Parasitoid insects are characterized by being free-living in the adult stage and parasitic during their immature stages. There are thousands of species of parasitoids, with very diverse lifestyles. Some develop outside their host (ectoparasitoids), others inside (endoparasitoids); some parasitize insect eggs, others larvae or pupae (oophagous, larval or pupal parasitoids). As a rule, parasitoids lead to the death of their host, which explains why these species are frequently used in biological control programs against crop pests.

In the team, we mainly focus on species from the Ichneumonidae family, which develop inside an insect larva (endoparasitoids). We are particularly interested in the species where females are able, thanks to the presence of endogenous viral sequences in their genome, to produce virus-like particles in their ovaries. When they lay their egg in another insect (usually a lepidopteran larva), the females also inject these particles, which are necessary for the larval development of their offspring (Figure 1). Depending on the parasitoid species, these virus-like particles contain molecules that may be of different nature; they may contain either proteins (e.g. Venturia canescens) or double-stranded DNA molecules, which is the case for the majority of the species studied to date (e.g. Hyposoter didymator). The particles containing DNA molecules belong to the polydnavirus (PDV) family, a family recognized by the International Committee on Taxonomy of Viruses (ICTV) in the 1990s.

Figure 1. Life cycle of a parasitoid wasp. Example of a polydnavirus (PDV) associated species. Virus particles are produced in the ovaries of females during their pupal and adult stages. Production takes place exclusively in a specialized tissue, the calyx. The virus particles produced are released into the oviducts and then injected into the host insect (in this case a caterpillar) when the wasp lays its eggs. Once inside the caterpillar, the PDV particles infect all the tissues of the insect, and the genes encoded by the packaged DNA molecules are expressed. The expression of these genes transferred via the particles leads to physiological alterations in the caterpillar that are beneficial and often necessary for the development of the endoparasitoid (inhibition of the host caterpillar's immune response, modulation of its development, etc.). Once the parasitoid larva (or larvae) has completed its development, it emerges from the caterpillar, which dies soon after. The parasitoid then weaves a cocoon in which pupation takes place, leading to the emergence of a new adult wasp. Figure taken from the team's publication DOI: 10.1016/B978-0-12-809633-8.21556-2.

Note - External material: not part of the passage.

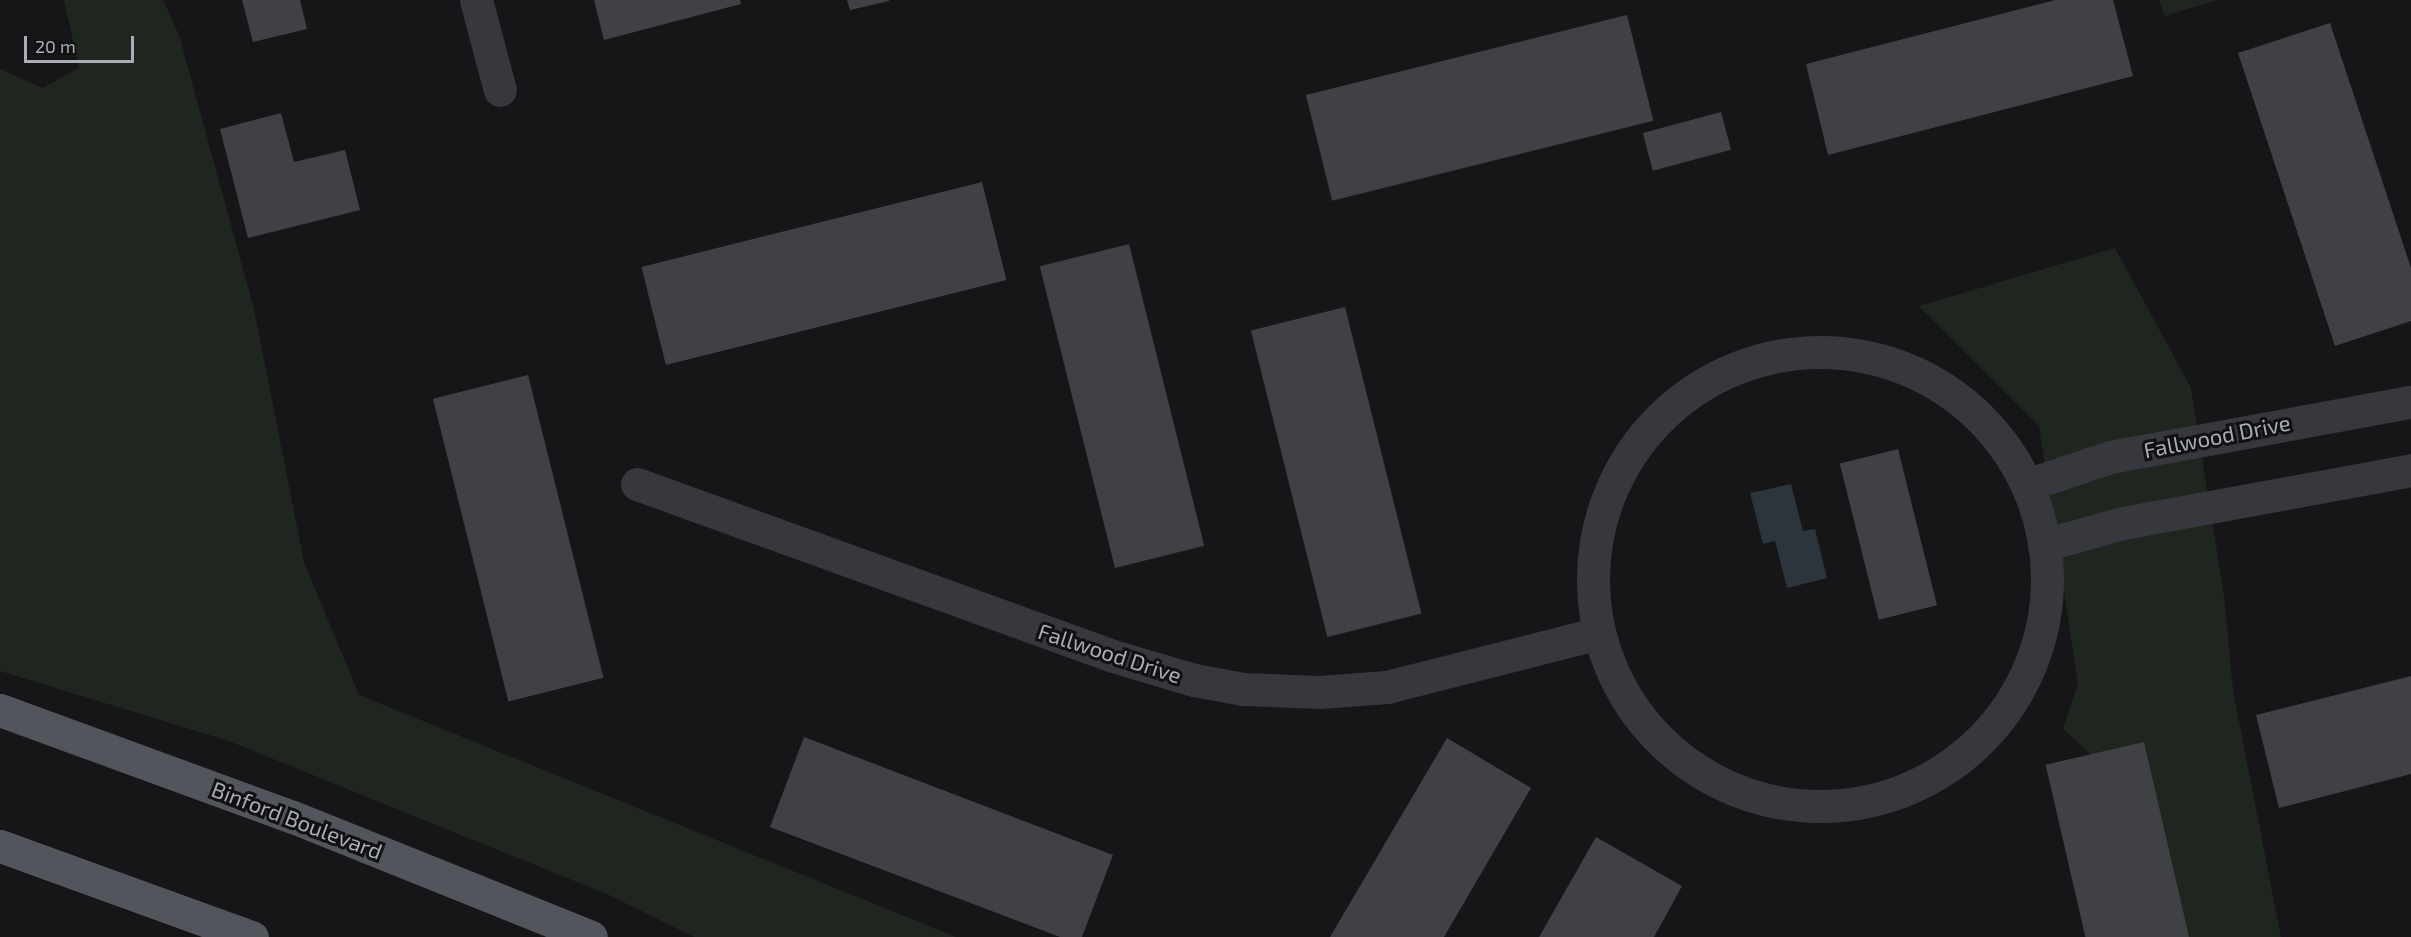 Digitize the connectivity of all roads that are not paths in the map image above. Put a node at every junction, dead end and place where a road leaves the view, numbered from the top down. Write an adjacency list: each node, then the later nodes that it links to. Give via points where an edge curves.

The first studies on PDVs date back to the 1970s. Their name "polydnavirus" derives from the fact that the particles present in the ovaries of female parasitoids contain several circular dsDNA molecules. PDVs have been identified in parasitoid species belonging to two major Hymenoptera families, the Braconidae and the Ichneumonidae, defining two PDV taxa, the Bracovirus and the Ichnovirus, respectively.

The parasitoid-PDV association represents a unique model of domestication of a virus by a eukaryotic organism for its own benefit. Indeed, current PDVs are derived from the integration of a viral genome during the evolution of parasitoids. It is now known that bracoviruses result from the integration of a nudivirus genome in an ancestor braconid (Bézier et al, 2009), whereas ichnoviruses result from the integration of a viral genome whose identity is not yet determined in an ancestor ichneumonid (Volkoff et al, 2010). Subsequently to this integration event, a large part of the viral genome has been maintained in the chromosomes of the parasitoid wasps. It is the activation of these conserved viral sequences in the wasp genome, which occurs specifically in the ovaries of female parasitoids, that leads to the production of the particles necessary for parasitoid success.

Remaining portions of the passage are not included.